▶ **What you are asked to do**:
Print each entry below precisely as it reads.

▶ **Data excerpts**:

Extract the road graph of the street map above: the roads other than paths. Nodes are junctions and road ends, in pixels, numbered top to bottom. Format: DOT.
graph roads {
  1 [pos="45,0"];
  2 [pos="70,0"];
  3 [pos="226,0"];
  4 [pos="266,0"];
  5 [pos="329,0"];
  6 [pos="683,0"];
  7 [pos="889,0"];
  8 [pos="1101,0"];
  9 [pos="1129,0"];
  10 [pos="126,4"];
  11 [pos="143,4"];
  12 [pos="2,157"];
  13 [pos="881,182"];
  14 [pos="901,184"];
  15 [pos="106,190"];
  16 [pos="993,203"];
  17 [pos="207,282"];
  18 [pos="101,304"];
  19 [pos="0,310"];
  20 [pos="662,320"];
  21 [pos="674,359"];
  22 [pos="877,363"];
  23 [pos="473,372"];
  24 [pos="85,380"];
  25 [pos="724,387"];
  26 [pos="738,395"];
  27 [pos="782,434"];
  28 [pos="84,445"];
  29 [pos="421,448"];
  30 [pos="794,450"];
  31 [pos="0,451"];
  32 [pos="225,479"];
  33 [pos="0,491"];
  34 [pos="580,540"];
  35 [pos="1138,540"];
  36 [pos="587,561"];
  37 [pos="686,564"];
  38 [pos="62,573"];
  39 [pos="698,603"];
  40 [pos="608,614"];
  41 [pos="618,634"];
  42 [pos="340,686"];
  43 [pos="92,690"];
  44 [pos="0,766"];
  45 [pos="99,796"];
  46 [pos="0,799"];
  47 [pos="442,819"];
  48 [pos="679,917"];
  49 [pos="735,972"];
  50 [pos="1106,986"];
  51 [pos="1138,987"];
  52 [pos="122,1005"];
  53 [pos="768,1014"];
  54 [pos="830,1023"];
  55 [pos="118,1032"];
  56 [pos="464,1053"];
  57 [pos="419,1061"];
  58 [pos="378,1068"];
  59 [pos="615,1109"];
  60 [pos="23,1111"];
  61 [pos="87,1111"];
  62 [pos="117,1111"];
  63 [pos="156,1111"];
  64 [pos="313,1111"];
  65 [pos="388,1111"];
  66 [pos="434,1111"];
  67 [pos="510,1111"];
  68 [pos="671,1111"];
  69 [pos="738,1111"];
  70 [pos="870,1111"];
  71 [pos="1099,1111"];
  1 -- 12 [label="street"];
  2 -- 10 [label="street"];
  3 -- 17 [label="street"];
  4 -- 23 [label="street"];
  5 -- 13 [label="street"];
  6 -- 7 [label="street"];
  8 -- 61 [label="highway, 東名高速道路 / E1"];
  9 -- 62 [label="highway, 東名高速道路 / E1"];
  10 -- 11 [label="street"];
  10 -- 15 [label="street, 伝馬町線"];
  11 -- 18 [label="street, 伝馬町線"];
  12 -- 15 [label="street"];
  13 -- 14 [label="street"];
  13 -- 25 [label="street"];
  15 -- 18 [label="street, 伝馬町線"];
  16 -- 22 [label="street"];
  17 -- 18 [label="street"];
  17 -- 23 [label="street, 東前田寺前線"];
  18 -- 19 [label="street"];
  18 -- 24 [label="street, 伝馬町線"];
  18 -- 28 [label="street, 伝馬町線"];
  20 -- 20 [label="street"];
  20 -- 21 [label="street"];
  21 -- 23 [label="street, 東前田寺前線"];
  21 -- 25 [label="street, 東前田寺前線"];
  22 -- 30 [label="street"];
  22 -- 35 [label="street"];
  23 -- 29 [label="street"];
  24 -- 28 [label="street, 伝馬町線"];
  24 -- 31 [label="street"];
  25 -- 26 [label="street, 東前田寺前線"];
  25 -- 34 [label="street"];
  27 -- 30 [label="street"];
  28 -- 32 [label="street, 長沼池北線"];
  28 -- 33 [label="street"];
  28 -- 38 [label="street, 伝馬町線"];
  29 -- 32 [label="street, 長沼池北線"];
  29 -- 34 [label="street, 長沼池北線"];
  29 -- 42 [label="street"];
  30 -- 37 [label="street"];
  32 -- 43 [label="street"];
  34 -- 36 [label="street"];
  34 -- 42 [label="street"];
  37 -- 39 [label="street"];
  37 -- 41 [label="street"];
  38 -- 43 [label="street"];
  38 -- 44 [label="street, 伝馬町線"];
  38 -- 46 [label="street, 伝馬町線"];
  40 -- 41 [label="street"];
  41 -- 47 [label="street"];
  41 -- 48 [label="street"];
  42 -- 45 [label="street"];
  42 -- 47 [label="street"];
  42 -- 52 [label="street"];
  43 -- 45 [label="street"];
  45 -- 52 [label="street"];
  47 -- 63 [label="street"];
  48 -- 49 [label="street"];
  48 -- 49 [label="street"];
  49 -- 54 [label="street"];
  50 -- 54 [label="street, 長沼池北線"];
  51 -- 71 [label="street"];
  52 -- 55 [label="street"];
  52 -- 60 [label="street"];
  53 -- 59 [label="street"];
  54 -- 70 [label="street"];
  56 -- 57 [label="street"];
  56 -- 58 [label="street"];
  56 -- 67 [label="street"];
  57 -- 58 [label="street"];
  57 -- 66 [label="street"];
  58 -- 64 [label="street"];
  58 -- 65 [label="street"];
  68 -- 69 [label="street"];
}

▶ **Task output**:
Extract the road graph of the street map above: the roads other than paths. Nodes are junctions and road ends, in pixels, numbered top to bottom. Format: DOT.
graph roads {
  1 [pos="45,0"];
  2 [pos="70,0"];
  3 [pos="226,0"];
  4 [pos="266,0"];
  5 [pos="329,0"];
  6 [pos="683,0"];
  7 [pos="889,0"];
  8 [pos="1101,0"];
  9 [pos="1129,0"];
  10 [pos="126,4"];
  11 [pos="143,4"];
  12 [pos="2,157"];
  13 [pos="881,182"];
  14 [pos="901,184"];
  15 [pos="106,190"];
  16 [pos="993,203"];
  17 [pos="207,282"];
  18 [pos="101,304"];
  19 [pos="0,310"];
  20 [pos="662,320"];
  21 [pos="674,359"];
  22 [pos="877,363"];
  23 [pos="473,372"];
  24 [pos="85,380"];
  25 [pos="724,387"];
  26 [pos="738,395"];
  27 [pos="782,434"];
  28 [pos="84,445"];
  29 [pos="421,448"];
  30 [pos="794,450"];
  31 [pos="0,451"];
  32 [pos="225,479"];
  33 [pos="0,491"];
  34 [pos="580,540"];
  35 [pos="1138,540"];
  36 [pos="587,561"];
  37 [pos="686,564"];
  38 [pos="62,573"];
  39 [pos="698,603"];
  40 [pos="608,614"];
  41 [pos="618,634"];
  42 [pos="340,686"];
  43 [pos="92,690"];
  44 [pos="0,766"];
  45 [pos="99,796"];
  46 [pos="0,799"];
  47 [pos="442,819"];
  48 [pos="679,917"];
  49 [pos="735,972"];
  50 [pos="1106,986"];
  51 [pos="1138,987"];
  52 [pos="122,1005"];
  53 [pos="768,1014"];
  54 [pos="830,1023"];
  55 [pos="118,1032"];
  56 [pos="464,1053"];
  57 [pos="419,1061"];
  58 [pos="378,1068"];
  59 [pos="615,1109"];
  60 [pos="23,1111"];
  61 [pos="87,1111"];
  62 [pos="117,1111"];
  63 [pos="156,1111"];
  64 [pos="313,1111"];
  65 [pos="388,1111"];
  66 [pos="434,1111"];
  67 [pos="510,1111"];
  68 [pos="671,1111"];
  69 [pos="738,1111"];
  70 [pos="870,1111"];
  71 [pos="1099,1111"];
  1 -- 12 [label="street"];
  2 -- 10 [label="street"];
  3 -- 17 [label="street"];
  4 -- 23 [label="street"];
  5 -- 13 [label="street"];
  6 -- 7 [label="street"];
  8 -- 61 [label="highway, 東名高速道路 / E1"];
  9 -- 62 [label="highway, 東名高速道路 / E1"];
  10 -- 11 [label="street"];
  10 -- 15 [label="street, 伝馬町線"];
  11 -- 18 [label="street, 伝馬町線"];
  12 -- 15 [label="street"];
  13 -- 14 [label="street"];
  13 -- 25 [label="street"];
  15 -- 18 [label="street, 伝馬町線"];
  16 -- 22 [label="street"];
  17 -- 18 [label="street"];
  17 -- 23 [label="street, 東前田寺前線"];
  18 -- 19 [label="street"];
  18 -- 24 [label="street, 伝馬町線"];
  18 -- 28 [label="street, 伝馬町線"];
  20 -- 20 [label="street"];
  20 -- 21 [label="street"];
  21 -- 23 [label="street, 東前田寺前線"];
  21 -- 25 [label="street, 東前田寺前線"];
  22 -- 30 [label="street"];
  22 -- 35 [label="street"];
  23 -- 29 [label="street"];
  24 -- 28 [label="street, 伝馬町線"];
  24 -- 31 [label="street"];
  25 -- 26 [label="street, 東前田寺前線"];
  25 -- 34 [label="street"];
  27 -- 30 [label="street"];
  28 -- 32 [label="street, 長沼池北線"];
  28 -- 33 [label="street"];
  28 -- 38 [label="street, 伝馬町線"];
  29 -- 32 [label="street, 長沼池北線"];
  29 -- 34 [label="street, 長沼池北線"];
  29 -- 42 [label="street"];
  30 -- 37 [label="street"];
  32 -- 43 [label="street"];
  34 -- 36 [label="street"];
  34 -- 42 [label="street"];
  37 -- 39 [label="street"];
  37 -- 41 [label="street"];
  38 -- 43 [label="street"];
  38 -- 44 [label="street, 伝馬町線"];
  38 -- 46 [label="street, 伝馬町線"];
  40 -- 41 [label="street"];
  41 -- 47 [label="street"];
  41 -- 48 [label="street"];
  42 -- 45 [label="street"];
  42 -- 47 [label="street"];
  42 -- 52 [label="street"];
  43 -- 45 [label="street"];
  45 -- 52 [label="street"];
  47 -- 63 [label="street"];
  48 -- 49 [label="street"];
  48 -- 49 [label="street"];
  49 -- 54 [label="street"];
  50 -- 54 [label="street, 長沼池北線"];
  51 -- 71 [label="street"];
  52 -- 55 [label="street"];
  52 -- 60 [label="street"];
  53 -- 59 [label="street"];
  54 -- 70 [label="street"];
  56 -- 57 [label="street"];
  56 -- 58 [label="street"];
  56 -- 67 [label="street"];
  57 -- 58 [label="street"];
  57 -- 66 [label="street"];
  58 -- 64 [label="street"];
  58 -- 65 [label="street"];
  68 -- 69 [label="street"];
}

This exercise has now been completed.